Mitral dysplasia is caused by faulty heart valves.When the valves do not work as they should some of the blood goes into the atrium when the ventricle contracts instead of leaving the heart, leaving the body with less blood.The heart tries to compensate by working harder and increasing the function. As this happens the valves get worse and the body gets less blood.As a result the heart can get enlarged from being overworked.The end result being the animal dies.This condition (commonly picked up as a heart murmur) can very from mild to severe.You may never notice if your dog has a mild case, however should these dogs be bred from their offspring have a good chance of being effected and are often more severely effected.

Signs and symptoms of heart disease often include one or all of the following symptoms: coughing, labored breathing, poor exercise ability, fainting, and a bluish tinge to the tongue or gums.

Breeding animals should be tested by a vet with a certificate in cardiology and can be detected on auscultation (listening to the sounds made by the heart using a special stethoscope) or performing a Doppler ultrasound scan if the results are unclear.The results are given either as clear or a murmur graded from 1 - 6, six being the most severe.The heart test result is given as the Grade of any heart murmur detected by the cardiologist. Murmurs are graded as 1 to 6 out of 6. Very quiet murmurs are graded 1/6 and the loudest murmur is a 6/6.  An experienced cardiologist may be able to make an educated guess based on the characteristics of the heart murmur and the point of maximal intensity on the chest wall, but echo-Doppler is required to confirm the reason for the murmur.
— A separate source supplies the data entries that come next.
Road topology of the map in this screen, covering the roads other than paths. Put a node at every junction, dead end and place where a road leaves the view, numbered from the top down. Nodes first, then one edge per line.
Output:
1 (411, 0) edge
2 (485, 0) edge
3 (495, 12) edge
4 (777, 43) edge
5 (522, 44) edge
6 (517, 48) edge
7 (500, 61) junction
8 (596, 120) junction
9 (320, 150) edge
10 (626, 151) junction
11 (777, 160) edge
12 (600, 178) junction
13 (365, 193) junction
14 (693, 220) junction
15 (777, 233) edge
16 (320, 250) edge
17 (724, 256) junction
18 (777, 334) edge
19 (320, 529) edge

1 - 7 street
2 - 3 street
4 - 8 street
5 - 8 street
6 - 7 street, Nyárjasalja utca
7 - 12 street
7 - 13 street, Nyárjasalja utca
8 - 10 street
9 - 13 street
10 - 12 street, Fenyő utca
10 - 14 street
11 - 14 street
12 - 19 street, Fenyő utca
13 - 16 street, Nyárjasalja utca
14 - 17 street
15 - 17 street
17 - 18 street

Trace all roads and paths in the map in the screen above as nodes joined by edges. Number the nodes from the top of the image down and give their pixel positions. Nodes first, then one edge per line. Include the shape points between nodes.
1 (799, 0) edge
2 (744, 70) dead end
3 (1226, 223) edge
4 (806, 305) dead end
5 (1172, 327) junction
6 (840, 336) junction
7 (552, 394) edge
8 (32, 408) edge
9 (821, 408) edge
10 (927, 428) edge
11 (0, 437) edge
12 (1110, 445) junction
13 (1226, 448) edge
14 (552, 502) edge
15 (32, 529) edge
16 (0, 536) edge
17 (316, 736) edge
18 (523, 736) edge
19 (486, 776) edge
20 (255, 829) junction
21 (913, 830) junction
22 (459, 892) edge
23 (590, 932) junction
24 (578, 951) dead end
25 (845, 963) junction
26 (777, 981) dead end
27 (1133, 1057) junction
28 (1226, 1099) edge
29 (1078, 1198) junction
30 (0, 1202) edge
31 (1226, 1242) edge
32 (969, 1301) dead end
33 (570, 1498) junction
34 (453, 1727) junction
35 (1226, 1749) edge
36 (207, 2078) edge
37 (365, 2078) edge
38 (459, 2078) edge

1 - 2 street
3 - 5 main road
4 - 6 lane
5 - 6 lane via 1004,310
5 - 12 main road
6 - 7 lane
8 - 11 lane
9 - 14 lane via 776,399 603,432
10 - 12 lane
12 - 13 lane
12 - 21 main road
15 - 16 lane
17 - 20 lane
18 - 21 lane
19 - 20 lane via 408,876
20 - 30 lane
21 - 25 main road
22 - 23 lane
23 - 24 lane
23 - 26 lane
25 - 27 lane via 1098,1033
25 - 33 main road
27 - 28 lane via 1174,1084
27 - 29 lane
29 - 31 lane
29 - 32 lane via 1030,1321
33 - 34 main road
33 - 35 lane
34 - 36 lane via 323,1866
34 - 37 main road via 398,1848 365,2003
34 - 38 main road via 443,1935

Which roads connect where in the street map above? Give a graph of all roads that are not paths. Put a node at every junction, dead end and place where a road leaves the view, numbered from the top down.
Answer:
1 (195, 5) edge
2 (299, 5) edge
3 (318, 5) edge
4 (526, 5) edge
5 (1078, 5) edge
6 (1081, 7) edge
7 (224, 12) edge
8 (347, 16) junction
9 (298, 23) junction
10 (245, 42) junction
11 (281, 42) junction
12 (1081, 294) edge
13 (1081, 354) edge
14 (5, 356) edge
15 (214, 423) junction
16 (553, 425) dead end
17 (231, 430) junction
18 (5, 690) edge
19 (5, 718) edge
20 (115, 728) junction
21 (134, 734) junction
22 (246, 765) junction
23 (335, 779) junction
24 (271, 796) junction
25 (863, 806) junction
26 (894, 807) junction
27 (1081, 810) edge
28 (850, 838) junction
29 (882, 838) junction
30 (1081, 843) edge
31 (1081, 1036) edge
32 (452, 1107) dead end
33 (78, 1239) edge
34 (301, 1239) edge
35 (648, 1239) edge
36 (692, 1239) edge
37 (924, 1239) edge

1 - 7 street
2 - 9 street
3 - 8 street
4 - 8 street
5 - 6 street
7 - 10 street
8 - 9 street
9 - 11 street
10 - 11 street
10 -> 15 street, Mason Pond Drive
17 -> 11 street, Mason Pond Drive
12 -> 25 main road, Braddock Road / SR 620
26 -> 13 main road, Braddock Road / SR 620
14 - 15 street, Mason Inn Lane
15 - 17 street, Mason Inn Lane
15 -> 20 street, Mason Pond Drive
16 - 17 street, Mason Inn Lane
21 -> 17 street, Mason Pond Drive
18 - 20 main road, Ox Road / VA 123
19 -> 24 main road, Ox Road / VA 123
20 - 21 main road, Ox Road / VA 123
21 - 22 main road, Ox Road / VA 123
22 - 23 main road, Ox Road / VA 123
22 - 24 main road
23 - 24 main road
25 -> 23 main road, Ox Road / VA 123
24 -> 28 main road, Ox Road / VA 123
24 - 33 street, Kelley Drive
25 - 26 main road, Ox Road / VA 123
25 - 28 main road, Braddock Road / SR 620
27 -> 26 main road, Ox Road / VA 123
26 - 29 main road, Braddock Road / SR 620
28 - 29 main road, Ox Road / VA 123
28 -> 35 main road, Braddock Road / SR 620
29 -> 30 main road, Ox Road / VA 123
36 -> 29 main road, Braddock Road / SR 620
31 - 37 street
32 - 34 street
Heart murmurs may be due to: 1. Narrowed valves (offering increased resistance to flow, so flow velocity (speed) has to increase to get through the obstruction. Think of a narrow part of a river compared to a wider part. The flow is fast and turbulent in the narrow part. This results in a heart murmur). Examples are aortic or sub-aortic stenosis or pulmonic stenosis. 2. Leaky valves. As a leak of blood jets through the incompetent valve, it results in a murmur, since the abnormal flow (regurgitation) is fast and turbulent. Most murmurs associated with leaky valves are due to mitral or tricuspid regurgitation. 3. Abnormal shunts. If there is a defect in the heart, such as a ventricular septal defect (VSD; a hole between the left and right ventricles) or a Patent Ductus Arteriousus (PDA), blood passes through these areas resulting in a heart murmur.